Can’t arange and linspace operations with floats be done internally

Yes, and they probably should be - they’re done this way as a hack because the api exposed for custom dtypes is here, (example implementation here) - essentially, you give it the first two elements of the array, and ask it to fill in the rest.


On Fri, 9 Feb 2018 at 13:17 Matthew Harrigan <harrigan.matthew@gmail.com> wrote:
I apologize if I'm missing something basic, but why are floats being accumulated in the first place?  Can't arange and linspace operations with floats be done internally similar to `start + np.arange(num_steps) * step_size`?  I.e. always accumulate (really increment) integers to limit errors.

On Fri, Feb 9, 2018 at 3:43 PM, Benjamin Root <ben.v.root@gmail.com> wrote:


On Fri, Feb 9, 2018 at 12:19 PM, Chris Barker <chris.barker@noaa.gov> wrote:
On Wed, Feb 7, 2018 at 12:09 AM, Ralf Gommers <ralf.gommers@gmail.com> wrote:
 It is partly a plea for some development of numerically accurate functions for computing lat/lon grids from a combination of inputs: bounds, counts, and resolutions.

Can you be more specific about what problems you've run into -- I work with lat-lon grids all the time, and have never had a problem.

float32 degrees gives you about 1 meter accuracy or better, so I can see how losing a few digits might be an issue, though I would argue that you maybe shouldn't use float32 if you are worried about anything close to 1m accuracy... -- or shift to a relative coordinate system of some sort.

The issue isn't so much the accuracy of the coordinates themselves. I am only worried about 1km resolution (which is approximately 0.01 degrees at mid-latitudes). My concern is with consistent *construction* of a coordinate grid with even spacing. As it stands right now. If I provide a corner coordinate, a resolution, and the number of pixels, the result is not terrible (indeed, this is the approach used by gdal/rasterio). If I have start/end coordinates and the number of pixels, the result is not bad, either (use linspace). But, if I have start/end coordinates and a resolution, then determining the number of pixels from that is actually tricky to get right in the general case, especially with float32 and large grids, and especially if the bounding box specified isn't exactly divisible by the resolution.
 

I have been playing around with the decimal package a bit lately,

sigh. decimal is so often looked at a solution to a problem it isn't designed for. lat-lon is natively Sexagesimal -- maybe we need that dtype :-)
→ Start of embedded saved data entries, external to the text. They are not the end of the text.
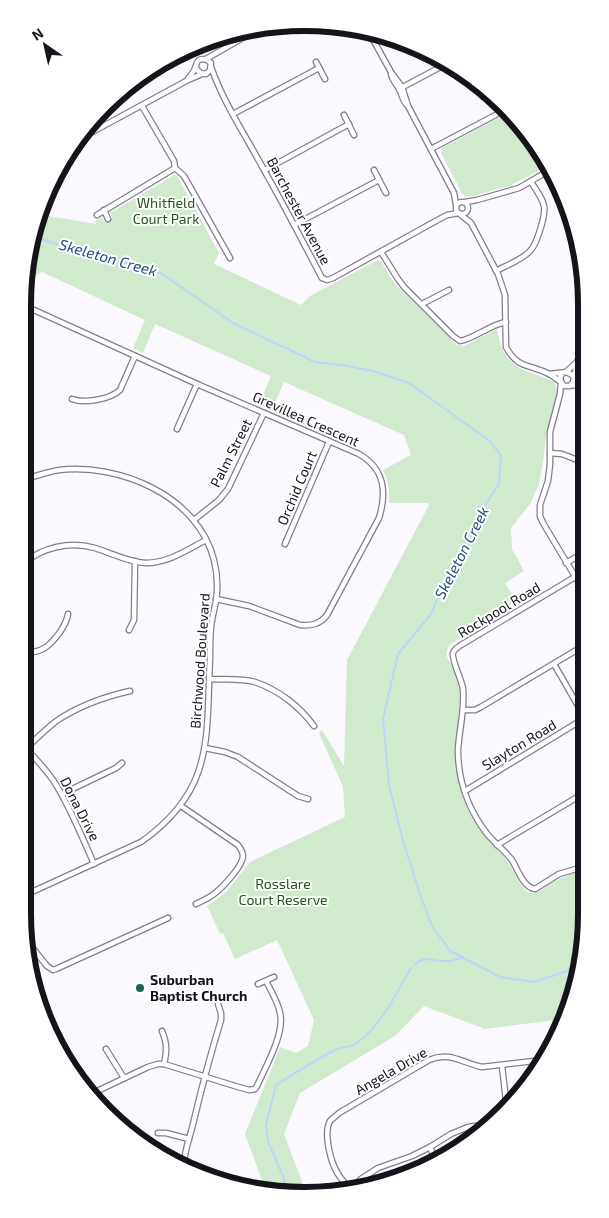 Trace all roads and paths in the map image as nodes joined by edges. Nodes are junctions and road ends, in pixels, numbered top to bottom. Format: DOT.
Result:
graph roads {
  1 [pos="237,40"];
  2 [pos="374,41"];
  3 [pos="219,52"];
  4 [pos="206,59"];
  5 [pos="316,62"];
  6 [pos="211,65"];
  7 [pos="440,67"];
  8 [pos="196,68"];
  9 [pos="319,68"];
  10 [pos="204,74"];
  11 [pos="325,79"];
  12 [pos="188,80"];
  13 [pos="217,83"];
  14 [pos="401,88"];
  15 [pos="142,106"];
  16 [pos="500,113"];
  17 [pos="232,114"];
  18 [pos="344,115"];
  19 [pos="349,124"];
  20 [pos="93,132"];
  21 [pos="354,135"];
  22 [pos="431,149"];
  23 [pos="175,168"];
  24 [pos="265,170"];
  25 [pos="374,170"];
  26 [pos="544,174"];
  27 [pos="379,180"];
  28 [pos="531,182"];
  29 [pos="386,193"];
  30 [pos="454,193"];
  31 [pos="477,200"];
  32 [pos="464,202"];
  33 [pos="456,205"];
  34 [pos="468,209"];
  35 [pos="104,210"];
  36 [pos="97,214"];
  37 [pos="460,214"];
  38 [pos="447,215"];
  39 [pos="108,219"];
  40 [pos="470,223"];
  41 [pos="294,226"];
  42 [pos="381,252"];
  43 [pos="230,258"];
  44 [pos="496,271"];
  45 [pos="449,290"];
  46 [pos="422,304"];
  47 [pos="31,309"];
  48 [pos="506,322"];
  49 [pos="135,356"];
  50 [pos="577,362"];
  51 [pos="565,373"];
  52 [pos="549,374"];
  53 [pos="574,378"];
  54 [pos="578,381"];
  55 [pos="561,383"];
  56 [pos="197,384"];
  57 [pos="570,385"];
  58 [pos="578,386"];
  59 [pos="560,394"];
  60 [pos="72,398"];
  61 [pos="264,413"];
  62 [pos="177,429"];
  63 [pos="329,442"];
  64 [pos="550,453"];
  65 [pos="578,460"];
  66 [pos="31,478"];
  67 [pos="194,520"];
  68 [pos="206,540"];
  69 [pos="286,544"];
  70 [pos="578,556"];
  71 [pos="31,558"];
  72 [pos="136,561"];
  73 [pos="566,563"];
  74 [pos="575,577"];
  75 [pos="578,582"];
  76 [pos="216,599"];
  77 [pos="68,614"];
  78 [pos="130,630"];
  79 [pos="578,649"];
  80 [pos="31,652"];
  81 [pos="554,664"];
  82 [pos="209,679"];
  83 [pos="130,691"];
  84 [pos="578,706"];
  85 [pos="463,710"];
  86 [pos="578,722"];
  87 [pos="314,726"];
  88 [pos="31,741"];
  89 [pos="205,748"];
  90 [pos="31,753"];
  91 [pos="122,762"];
  92 [pos="465,791"];
  93 [pos="62,794"];
  94 [pos="578,797"];
  95 [pos="308,799"];
  96 [pos="181,806"];
  97 [pos="497,845"];
  98 [pos="94,864"];
  99 [pos="578,868"];
  100 [pos="31,892"];
  101 [pos="196,904"];
  102 [pos="168,918"];
  103 [pos="34,950"];
  104 [pos="53,970"];
  105 [pos="51,975"];
  106 [pos="274,977"];
  107 [pos="266,981"];
  108 [pos="258,984"];
  109 [pos="218,1004"];
  110 [pos="162,1031"];
  111 [pos="106,1049"];
  112 [pos="534,1061"];
  113 [pos="164,1064"];
  114 [pos="502,1066"];
  115 [pos="204,1077"];
  116 [pos="124,1078"];
  117 [pos="97,1091"];
  118 [pos="506,1098"];
  119 [pos="476,1126"];
  120 [pos="158,1133"];
  121 [pos="189,1139"];
  122 [pos="430,1147"];
  123 [pos="433,1154"];
  124 [pos="184,1159"];
  125 [pos="360,1181"];
  126 [pos="345,1183"];
  1 -- 3 [label="street"];
  2 -- 14 [label="street"];
  3 -- 4 [label="street"];
  3 -- 6 [label="street"];
  4 -- 6 [label="street"];
  4 -- 8 [label="street"];
  5 -- 9 [label="street"];
  6 -- 10 [label="street"];
  6 -- 13 [label="street, Barchester Avenue"];
  7 -- 14 [label="street"];
  8 -- 10 [label="street"];
  8 -- 12 [label="street"];
  9 -- 11 [label="street"];
  9 -- 17 [label="street"];
  10 -- 12 [label="street"];
  10 -- 13 [label="street, Barchester Avenue"];
  12 -- 15 [label="street"];
  13 -- 17 [label="street, Barchester Avenue"];
  14 -- 22 [label="street"];
  15 -- 20 [label="street"];
  15 -- 23 [label="street"];
  16 -- 22 [label="street"];
  17 -- 24 [label="street, Barchester Avenue"];
  18 -- 19 [label="street"];
  19 -- 21 [label="street"];
  19 -- 24 [label="street"];
  22 -- 30 [label="street"];
  23 -- 35 [label="street"];
  23 -- 43 [label="street"];
  24 -- 41 [label="street, Barchester Avenue"];
  25 -- 27 [label="street"];
  26 -- 28 [label="street"];
  27 -- 29 [label="street"];
  27 -- 41 [label="street"];
  28 -- 31 [label="street"];
  28 -- 44 [label="street"];
  30 -- 32 [label="street"];
  30 -- 33 [label="street"];
  31 -- 32 [label="street"];
  31 -- 34 [label="street"];
  32 -- 33 [label="street"];
  32 -- 34 [label="street"];
  33 -- 37 [label="street"];
  33 -- 38 [label="street, Barchester Avenue"];
  34 -- 37 [label="street"];
  34 -- 40 [label="street"];
  35 -- 36 [label="street"];
  35 -- 39 [label="street"];
  37 -- 38 [label="street, Barchester Avenue"];
  37 -- 40 [label="street"];
  38 -- 42 [label="street, Barchester Avenue"];
  40 -- 44 [label="street"];
  41 -- 42 [label="street, Barchester Avenue"];
  42 -- 46 [label="street"];
  44 -- 48 [label="street"];
  45 -- 46 [label="street"];
  46 -- 48 [label="street"];
  47 -- 49 [label="street, Grevillea Crescent"];
  48 -- 52 [label="street"];
  49 -- 56 [label="street, Grevillea Crescent"];
  49 -- 60 [label="street"];
  50 -- 51 [label="street"];
  50 -- 53 [label="street"];
  51 -- 52 [label="street"];
  51 -- 53 [label="street"];
  51 -- 55 [label="street"];
  52 -- 55 [label="street"];
  53 -- 54 [label="street"];
  53 -- 57 [label="street"];
  55 -- 57 [label="street"];
  55 -- 59 [label="street"];
  56 -- 61 [label="street, Grevillea Crescent"];
  56 -- 62 [label="street"];
  57 -- 58 [label="street"];
  57 -- 59 [label="street"];
  59 -- 64 [label="street"];
  61 -- 63 [label="street, Grevillea Crescent"];
  61 -- 67 [label="street, Palm Street"];
  63 -- 69 [label="street, Orchid Court"];
  63 -- 76 [label="street, Grevillea Crescent"];
  64 -- 65 [label="street"];
  64 -- 73 [label="street"];
  66 -- 67 [label="street, Birchwood Boulevard"];
  67 -- 68 [label="street, Birchwood Boulevard"];
  68 -- 72 [label="street"];
  68 -- 76 [label="street, Birchwood Boulevard"];
  70 -- 73 [label="street"];
  71 -- 72 [label="street"];
  72 -- 78 [label="street"];
  73 -- 74 [label="street"];
  74 -- 75 [label="street"];
  74 -- 85 [label="street, Rockpool Road"];
  76 -- 82 [label="street, Birchwood Boulevard"];
  77 -- 80 [label="street"];
  79 -- 81 [label="street"];
  81 -- 84 [label="street"];
  81 -- 85 [label="street"];
  82 -- 87 [label="street"];
  82 -- 89 [label="street, Birchwood Boulevard"];
  83 -- 88 [label="street"];
  85 -- 92 [label="street, Rockpool Road"];
  86 -- 92 [label="street, Slayton Road"];
  89 -- 95 [label="street"];
  89 -- 96 [label="street, Birchwood Boulevard"];
  90 -- 93 [label="street, Dona Drive"];
  91 -- 93 [label="street"];
  92 -- 97 [label="street, Rockpool Road"];
  93 -- 98 [label="street, Dona Drive"];
  94 -- 97 [label="street"];
  96 -- 98 [label="street, Birchwood Boulevard"];
  96 -- 101 [label="street"];
  97 -- 99 [label="street, Rockpool Road"];
  98 -- 100 [label="street, Birchwood Boulevard"];
  102 -- 104 [label="street"];
  103 -- 104 [label="street"];
  104 -- 105 [label="street"];
  106 -- 107 [label="street"];
  107 -- 108 [label="street"];
  107 -- 115 [label="street"];
  109 -- 115 [label="street"];
  110 -- 113 [label="street"];
  111 -- 116 [label="street"];
  112 -- 114 [label="street, Angela Drive"];
  113 -- 115 [label="street"];
  113 -- 116 [label="street"];
  114 -- 118 [label="street"];
  114 -- 126 [label="street, Angela Drive"];
  115 -- 121 [label="street"];
  116 -- 117 [label="street"];
  119 -- 122 [label="street"];
  120 -- 121 [label="street"];
  121 -- 124 [label="street"];
  122 -- 123 [label="street"];
  122 -- 125 [label="street"];
}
what you get from decimal is variable precision -- maybe a binary variable precision lib is a better answer -- that would be a good thing to have easy access to in numpy, but in this case, if you want better accuracy in a computation that will end up in float32, just use float64.

I am not concerned about computing distances or anything like that, I am trying to properly construct my grid. I need consistent results regardless of which way the grid is specified (start/end/count, start/res/count, start/end/res). I have found that loading up the grid specs (using in a config file or command-line) using the Decimal class allows me to exactly and consistently represent the grid specification, and gets me most of the way there. But the problems with arange() is frustrating, and I have to have extra logic to go around that and over to linspace() instead.
 

and I discovered the concept of "fused multiply-add" operations for improved accuracy. I have come to realize that fma operations could be used to greatly improve the accuracy of linspace() and arange().

arange() is problematic for non-integer use anyway, by its very definition (getting the "end point" correct requires the right step, even without FP error).

and would it really help with linspace? it's computing a delta with one division in fp, then multiplying it by an integer (represented in fp -- why? why not keep that an integer till the multiply?).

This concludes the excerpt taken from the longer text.